Four hundred years after his death in 1616, the plays of William Shakespeare are still performed around the world. With 410 feature-length films and numerous TV retellings of his work, Shakespeare is recognized as the most filmed author of all time and has writing credits on 1100 films.
None of this would have been possible without one book: the First Folio, which is a collection of Shakespeare's plays that was published in 1623.
To mark this anniversary of the Bard’s death, the Folger Shakespeare Library is sending out copies of the First Folio to all fifty states. Its only stop in Iowa is at the University of Iowa’s Main Library, and Adam Hooks, Associate Professor in the Department of English and the Center for the Book, was instrumental in bringing it here.

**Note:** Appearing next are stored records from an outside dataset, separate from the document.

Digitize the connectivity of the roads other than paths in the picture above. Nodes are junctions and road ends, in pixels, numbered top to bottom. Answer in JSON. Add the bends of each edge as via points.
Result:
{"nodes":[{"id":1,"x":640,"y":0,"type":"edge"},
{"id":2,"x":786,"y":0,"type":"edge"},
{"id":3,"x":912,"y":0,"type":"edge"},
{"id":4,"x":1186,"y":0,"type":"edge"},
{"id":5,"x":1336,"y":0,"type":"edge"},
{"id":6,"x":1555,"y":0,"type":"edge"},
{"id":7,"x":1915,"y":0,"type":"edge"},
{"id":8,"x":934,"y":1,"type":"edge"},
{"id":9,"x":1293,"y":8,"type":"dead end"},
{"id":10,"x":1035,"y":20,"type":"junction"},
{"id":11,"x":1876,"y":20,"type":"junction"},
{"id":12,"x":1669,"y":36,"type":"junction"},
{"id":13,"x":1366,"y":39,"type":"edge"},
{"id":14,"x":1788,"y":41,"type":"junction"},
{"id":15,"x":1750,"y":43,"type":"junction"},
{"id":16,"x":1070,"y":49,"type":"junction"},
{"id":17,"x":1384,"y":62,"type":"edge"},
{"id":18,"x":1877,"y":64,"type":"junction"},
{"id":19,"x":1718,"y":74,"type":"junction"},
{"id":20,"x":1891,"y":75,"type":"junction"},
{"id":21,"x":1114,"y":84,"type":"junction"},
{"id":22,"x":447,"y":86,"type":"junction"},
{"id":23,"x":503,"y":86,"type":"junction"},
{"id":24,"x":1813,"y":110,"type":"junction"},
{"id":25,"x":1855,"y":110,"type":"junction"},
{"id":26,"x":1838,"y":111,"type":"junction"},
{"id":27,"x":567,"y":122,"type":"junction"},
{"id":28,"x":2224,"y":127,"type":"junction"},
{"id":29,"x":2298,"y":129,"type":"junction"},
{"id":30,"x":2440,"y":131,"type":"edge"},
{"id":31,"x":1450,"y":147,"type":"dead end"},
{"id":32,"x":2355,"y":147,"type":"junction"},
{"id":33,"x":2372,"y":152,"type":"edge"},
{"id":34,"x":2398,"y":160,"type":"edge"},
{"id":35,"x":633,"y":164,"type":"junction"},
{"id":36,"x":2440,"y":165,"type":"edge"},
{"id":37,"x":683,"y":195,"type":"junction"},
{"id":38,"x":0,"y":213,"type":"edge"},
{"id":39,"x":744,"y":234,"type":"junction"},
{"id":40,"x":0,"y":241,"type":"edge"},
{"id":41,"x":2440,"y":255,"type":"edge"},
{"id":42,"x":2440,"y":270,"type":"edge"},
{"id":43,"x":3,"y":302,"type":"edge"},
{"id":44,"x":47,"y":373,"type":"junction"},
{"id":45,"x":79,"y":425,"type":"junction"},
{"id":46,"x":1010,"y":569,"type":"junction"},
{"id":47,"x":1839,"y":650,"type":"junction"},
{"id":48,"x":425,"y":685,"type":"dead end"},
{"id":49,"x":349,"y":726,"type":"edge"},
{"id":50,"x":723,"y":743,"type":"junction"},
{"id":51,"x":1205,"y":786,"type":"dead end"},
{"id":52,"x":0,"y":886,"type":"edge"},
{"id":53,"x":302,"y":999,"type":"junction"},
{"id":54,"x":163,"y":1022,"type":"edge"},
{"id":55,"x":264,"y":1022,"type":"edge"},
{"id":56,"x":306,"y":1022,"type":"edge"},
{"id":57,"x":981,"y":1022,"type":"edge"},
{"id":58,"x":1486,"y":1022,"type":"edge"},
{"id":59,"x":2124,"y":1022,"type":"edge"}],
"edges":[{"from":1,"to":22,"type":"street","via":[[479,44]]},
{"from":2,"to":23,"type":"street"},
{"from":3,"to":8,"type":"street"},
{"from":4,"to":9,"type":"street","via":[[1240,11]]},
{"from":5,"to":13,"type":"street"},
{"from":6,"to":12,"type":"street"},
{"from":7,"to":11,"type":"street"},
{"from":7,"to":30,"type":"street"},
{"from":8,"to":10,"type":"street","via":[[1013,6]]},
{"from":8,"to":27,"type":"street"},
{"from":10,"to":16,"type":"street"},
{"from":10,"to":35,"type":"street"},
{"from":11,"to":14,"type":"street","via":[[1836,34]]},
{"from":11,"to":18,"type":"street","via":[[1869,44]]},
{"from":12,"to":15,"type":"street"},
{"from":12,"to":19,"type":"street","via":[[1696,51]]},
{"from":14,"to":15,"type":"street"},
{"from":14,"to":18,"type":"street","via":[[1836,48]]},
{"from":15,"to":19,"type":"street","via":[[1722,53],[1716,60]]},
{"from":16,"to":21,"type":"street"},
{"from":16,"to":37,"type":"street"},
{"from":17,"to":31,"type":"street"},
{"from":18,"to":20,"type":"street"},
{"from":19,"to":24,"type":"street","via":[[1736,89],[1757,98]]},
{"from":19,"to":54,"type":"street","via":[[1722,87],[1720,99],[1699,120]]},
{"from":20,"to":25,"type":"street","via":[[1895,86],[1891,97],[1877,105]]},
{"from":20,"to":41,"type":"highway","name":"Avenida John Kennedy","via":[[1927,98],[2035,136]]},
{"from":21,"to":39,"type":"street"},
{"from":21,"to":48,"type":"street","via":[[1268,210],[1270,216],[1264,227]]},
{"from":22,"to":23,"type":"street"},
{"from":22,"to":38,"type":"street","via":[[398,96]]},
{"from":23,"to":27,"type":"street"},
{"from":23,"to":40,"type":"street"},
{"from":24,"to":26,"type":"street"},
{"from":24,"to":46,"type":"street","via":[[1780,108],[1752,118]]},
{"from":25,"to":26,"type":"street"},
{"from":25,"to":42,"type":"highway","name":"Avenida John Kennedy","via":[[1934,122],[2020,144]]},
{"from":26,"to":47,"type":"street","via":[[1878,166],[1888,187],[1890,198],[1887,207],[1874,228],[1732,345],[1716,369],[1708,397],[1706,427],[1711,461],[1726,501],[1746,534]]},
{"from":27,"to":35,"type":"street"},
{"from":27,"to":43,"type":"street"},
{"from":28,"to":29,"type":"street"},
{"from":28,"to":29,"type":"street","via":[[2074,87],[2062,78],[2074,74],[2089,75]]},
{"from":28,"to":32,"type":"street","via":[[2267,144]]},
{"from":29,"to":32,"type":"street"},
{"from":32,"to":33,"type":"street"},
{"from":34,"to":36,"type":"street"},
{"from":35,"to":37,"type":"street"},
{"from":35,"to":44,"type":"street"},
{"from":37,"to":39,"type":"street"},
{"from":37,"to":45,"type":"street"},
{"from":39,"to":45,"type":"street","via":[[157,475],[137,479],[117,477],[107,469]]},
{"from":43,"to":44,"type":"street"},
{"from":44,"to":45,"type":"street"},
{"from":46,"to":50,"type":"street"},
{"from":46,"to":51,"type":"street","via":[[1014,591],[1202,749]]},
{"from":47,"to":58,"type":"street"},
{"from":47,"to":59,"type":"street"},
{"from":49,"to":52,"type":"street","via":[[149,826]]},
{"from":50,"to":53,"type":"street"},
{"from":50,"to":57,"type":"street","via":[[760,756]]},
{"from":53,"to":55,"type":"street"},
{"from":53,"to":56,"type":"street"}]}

“Even if you don’t happen to be a Shakespearean or an expert in old books, there’s a lot you can learn from the experience of looking at this book – particularly in the space that we have here,” Hooks says.
The Folio, like all of the Folger’s copies on tour this year, is open to Hamlet’s iconic “To be or not to be” speech while it's on display, and Hooks points out that there are many other interesting things to see besides the famous soliloquy. For example, the page’s earlier stage directions show that Ophelia was actually wandering around reading a book behind the title character, meaning that the most famous soliloquy of all time… wasn’t.
During this hour of Talk of Iowa, host Charity Nebbe visits the exhibit and talks with Hooks about the First Folio, which will be on display until September 25th. The full exhibit accompanying the First Folio will be on display through December.